Material for the task Start Marker

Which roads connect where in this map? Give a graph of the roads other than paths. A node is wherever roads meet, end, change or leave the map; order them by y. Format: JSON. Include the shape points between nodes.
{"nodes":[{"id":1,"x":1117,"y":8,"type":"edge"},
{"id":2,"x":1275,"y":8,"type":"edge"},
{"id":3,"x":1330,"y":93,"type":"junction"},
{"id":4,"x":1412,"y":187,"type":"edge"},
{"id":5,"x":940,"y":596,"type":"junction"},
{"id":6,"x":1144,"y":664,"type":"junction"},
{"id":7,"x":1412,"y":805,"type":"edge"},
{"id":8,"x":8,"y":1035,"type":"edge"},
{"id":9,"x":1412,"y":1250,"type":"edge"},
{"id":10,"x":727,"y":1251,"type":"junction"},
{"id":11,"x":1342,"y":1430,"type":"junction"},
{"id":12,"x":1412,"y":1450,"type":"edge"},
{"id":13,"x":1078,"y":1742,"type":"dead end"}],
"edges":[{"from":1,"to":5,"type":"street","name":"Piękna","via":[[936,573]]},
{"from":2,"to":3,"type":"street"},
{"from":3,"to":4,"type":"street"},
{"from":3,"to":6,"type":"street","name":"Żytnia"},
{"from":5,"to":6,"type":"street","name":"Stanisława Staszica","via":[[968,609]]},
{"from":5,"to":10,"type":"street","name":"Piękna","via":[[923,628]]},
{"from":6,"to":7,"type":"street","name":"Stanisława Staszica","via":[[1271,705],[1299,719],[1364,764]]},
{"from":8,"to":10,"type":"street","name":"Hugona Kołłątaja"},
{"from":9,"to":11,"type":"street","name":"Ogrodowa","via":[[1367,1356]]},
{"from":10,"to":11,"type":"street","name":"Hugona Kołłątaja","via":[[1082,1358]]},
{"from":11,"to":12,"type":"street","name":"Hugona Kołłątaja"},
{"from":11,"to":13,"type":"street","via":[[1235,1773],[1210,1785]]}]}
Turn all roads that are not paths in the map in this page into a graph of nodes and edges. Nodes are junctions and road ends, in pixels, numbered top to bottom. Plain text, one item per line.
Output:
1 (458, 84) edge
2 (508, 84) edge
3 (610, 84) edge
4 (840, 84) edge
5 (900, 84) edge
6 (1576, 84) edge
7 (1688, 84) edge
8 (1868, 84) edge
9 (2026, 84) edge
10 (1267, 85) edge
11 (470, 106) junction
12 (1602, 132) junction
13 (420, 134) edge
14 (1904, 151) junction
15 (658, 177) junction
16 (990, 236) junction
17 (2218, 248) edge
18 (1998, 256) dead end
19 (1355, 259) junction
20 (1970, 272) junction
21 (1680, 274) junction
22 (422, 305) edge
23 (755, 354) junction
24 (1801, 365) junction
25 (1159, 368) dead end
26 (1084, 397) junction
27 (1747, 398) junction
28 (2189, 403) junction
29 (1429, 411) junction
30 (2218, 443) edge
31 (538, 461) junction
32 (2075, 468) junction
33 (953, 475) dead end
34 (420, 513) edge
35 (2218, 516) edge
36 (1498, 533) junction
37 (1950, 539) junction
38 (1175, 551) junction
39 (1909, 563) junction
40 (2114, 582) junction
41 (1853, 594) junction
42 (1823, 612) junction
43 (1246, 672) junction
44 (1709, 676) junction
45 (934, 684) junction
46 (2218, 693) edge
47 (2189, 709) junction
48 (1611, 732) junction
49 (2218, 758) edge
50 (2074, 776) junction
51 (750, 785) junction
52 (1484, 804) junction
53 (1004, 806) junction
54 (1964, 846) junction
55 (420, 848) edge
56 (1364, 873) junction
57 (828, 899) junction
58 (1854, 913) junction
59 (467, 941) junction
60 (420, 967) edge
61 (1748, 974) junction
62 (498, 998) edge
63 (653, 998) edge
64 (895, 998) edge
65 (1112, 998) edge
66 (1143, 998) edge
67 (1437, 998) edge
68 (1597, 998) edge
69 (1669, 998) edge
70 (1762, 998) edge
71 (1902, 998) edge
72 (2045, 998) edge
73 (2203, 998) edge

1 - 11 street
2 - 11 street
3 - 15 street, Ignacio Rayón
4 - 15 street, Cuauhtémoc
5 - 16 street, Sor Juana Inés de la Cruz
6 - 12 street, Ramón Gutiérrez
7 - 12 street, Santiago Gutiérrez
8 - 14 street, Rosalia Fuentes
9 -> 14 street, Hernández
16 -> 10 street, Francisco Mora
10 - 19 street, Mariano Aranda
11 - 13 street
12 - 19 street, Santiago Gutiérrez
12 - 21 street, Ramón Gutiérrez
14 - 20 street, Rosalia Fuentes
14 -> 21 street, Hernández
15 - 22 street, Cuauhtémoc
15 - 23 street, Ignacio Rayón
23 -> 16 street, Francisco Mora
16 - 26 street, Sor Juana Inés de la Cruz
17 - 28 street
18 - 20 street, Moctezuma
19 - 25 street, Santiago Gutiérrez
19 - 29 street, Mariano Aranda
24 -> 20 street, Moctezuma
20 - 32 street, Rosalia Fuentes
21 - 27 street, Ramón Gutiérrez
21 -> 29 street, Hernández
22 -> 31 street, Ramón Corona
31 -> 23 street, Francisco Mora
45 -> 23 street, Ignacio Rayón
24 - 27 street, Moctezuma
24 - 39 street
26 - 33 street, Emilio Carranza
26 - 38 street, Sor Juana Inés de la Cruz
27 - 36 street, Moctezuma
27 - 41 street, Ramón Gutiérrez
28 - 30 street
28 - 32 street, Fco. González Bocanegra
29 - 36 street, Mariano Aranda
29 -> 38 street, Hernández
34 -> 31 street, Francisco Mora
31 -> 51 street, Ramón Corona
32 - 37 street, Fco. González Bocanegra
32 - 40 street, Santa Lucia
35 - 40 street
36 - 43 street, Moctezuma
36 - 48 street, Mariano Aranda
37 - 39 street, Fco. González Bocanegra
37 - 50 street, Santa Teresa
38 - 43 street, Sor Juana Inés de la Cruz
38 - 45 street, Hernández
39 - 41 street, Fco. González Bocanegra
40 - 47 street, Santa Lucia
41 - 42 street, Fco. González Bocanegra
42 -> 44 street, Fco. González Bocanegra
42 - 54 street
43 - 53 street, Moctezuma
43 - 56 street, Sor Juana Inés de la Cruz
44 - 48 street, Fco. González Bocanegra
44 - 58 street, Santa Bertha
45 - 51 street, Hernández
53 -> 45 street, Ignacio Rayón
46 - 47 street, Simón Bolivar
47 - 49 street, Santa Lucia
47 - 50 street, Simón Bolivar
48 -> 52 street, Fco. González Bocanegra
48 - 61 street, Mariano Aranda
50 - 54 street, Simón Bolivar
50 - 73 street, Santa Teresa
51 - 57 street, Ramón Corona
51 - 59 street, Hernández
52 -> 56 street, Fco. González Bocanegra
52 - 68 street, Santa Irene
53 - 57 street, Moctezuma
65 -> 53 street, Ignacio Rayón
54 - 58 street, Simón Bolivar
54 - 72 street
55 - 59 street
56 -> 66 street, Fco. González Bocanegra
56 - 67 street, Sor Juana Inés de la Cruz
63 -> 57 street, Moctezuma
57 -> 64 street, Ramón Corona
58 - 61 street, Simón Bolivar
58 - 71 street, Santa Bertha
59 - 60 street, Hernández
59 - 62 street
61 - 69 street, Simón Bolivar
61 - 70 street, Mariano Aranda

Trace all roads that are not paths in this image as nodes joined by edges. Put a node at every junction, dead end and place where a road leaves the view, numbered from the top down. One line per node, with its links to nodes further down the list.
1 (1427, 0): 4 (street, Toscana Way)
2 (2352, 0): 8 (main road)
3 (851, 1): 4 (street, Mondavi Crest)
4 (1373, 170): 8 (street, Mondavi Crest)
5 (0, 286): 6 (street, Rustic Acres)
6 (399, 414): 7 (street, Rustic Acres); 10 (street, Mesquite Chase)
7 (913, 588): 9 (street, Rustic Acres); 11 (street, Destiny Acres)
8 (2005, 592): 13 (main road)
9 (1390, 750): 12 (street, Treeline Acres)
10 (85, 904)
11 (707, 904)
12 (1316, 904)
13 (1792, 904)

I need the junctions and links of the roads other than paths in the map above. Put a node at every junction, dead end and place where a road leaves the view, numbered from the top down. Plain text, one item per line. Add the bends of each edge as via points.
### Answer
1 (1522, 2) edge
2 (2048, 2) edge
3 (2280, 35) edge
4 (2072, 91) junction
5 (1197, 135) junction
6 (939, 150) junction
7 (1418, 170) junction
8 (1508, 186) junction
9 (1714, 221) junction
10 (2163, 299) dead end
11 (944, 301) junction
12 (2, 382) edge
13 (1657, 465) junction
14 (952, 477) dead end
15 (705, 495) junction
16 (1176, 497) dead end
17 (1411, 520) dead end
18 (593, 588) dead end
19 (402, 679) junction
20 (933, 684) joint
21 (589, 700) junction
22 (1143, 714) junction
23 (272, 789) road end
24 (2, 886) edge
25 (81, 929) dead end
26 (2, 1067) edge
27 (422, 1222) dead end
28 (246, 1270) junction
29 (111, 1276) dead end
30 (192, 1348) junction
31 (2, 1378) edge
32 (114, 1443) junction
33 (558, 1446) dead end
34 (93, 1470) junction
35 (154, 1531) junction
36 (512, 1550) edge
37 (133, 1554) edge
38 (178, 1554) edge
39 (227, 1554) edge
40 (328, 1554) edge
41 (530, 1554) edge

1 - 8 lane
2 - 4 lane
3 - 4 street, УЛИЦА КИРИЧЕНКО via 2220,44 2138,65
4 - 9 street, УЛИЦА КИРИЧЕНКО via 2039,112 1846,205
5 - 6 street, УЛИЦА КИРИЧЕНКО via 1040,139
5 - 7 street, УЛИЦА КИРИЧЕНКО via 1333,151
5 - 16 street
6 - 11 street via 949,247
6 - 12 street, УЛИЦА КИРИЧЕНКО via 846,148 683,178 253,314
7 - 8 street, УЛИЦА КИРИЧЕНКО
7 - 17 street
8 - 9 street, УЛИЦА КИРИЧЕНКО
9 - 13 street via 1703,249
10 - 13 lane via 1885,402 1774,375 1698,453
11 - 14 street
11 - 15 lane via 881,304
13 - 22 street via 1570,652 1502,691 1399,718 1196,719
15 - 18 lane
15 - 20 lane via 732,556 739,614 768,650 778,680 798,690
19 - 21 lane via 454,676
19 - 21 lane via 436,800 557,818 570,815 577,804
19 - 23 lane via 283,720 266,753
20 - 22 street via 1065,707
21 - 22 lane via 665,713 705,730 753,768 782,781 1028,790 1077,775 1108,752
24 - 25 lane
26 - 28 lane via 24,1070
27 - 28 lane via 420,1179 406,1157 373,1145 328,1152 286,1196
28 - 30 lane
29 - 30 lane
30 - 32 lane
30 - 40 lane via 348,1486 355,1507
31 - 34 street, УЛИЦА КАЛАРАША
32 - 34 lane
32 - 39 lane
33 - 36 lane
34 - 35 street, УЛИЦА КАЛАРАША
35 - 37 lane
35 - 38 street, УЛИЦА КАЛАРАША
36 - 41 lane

Material for the task End Marker

▶ _Instructions to follow_: Starting at the first line of the material above, reproduce each line exactly up to and including the line with "Turn all roads".

▶ _Written solution_:
Which roads connect where in this map? Give a graph of the roads other than paths. A node is wherever roads meet, end, change or leave the map; order them by y. Format: JSON. Include the shape points between nodes.
{"nodes":[{"id":1,"x":1117,"y":8,"type":"edge"},
{"id":2,"x":1275,"y":8,"type":"edge"},
{"id":3,"x":1330,"y":93,"type":"junction"},
{"id":4,"x":1412,"y":187,"type":"edge"},
{"id":5,"x":940,"y":596,"type":"junction"},
{"id":6,"x":1144,"y":664,"type":"junction"},
{"id":7,"x":1412,"y":805,"type":"edge"},
{"id":8,"x":8,"y":1035,"type":"edge"},
{"id":9,"x":1412,"y":1250,"type":"edge"},
{"id":10,"x":727,"y":1251,"type":"junction"},
{"id":11,"x":1342,"y":1430,"type":"junction"},
{"id":12,"x":1412,"y":1450,"type":"edge"},
{"id":13,"x":1078,"y":1742,"type":"dead end"}],
"edges":[{"from":1,"to":5,"type":"street","name":"Piękna","via":[[936,573]]},
{"from":2,"to":3,"type":"street"},
{"from":3,"to":4,"type":"street"},
{"from":3,"to":6,"type":"street","name":"Żytnia"},
{"from":5,"to":6,"type":"street","name":"Stanisława Staszica","via":[[968,609]]},
{"from":5,"to":10,"type":"street","name":"Piękna","via":[[923,628]]},
{"from":6,"to":7,"type":"street","name":"Stanisława Staszica","via":[[1271,705],[1299,719],[1364,764]]},
{"from":8,"to":10,"type":"street","name":"Hugona Kołłątaja"},
{"from":9,"to":11,"type":"street","name":"Ogrodowa","via":[[1367,1356]]},
{"from":10,"to":11,"type":"street","name":"Hugona Kołłątaja","via":[[1082,1358]]},
{"from":11,"to":12,"type":"street","name":"Hugona Kołłątaja"},
{"from":11,"to":13,"type":"street","via":[[1235,1773],[1210,1785]]}]}
Turn all roads that are not paths in the map in this page into a graph of nodes and edges. Nodes are junctions and road ends, in pixels, numbered top to bottom. Plain text, one item per line.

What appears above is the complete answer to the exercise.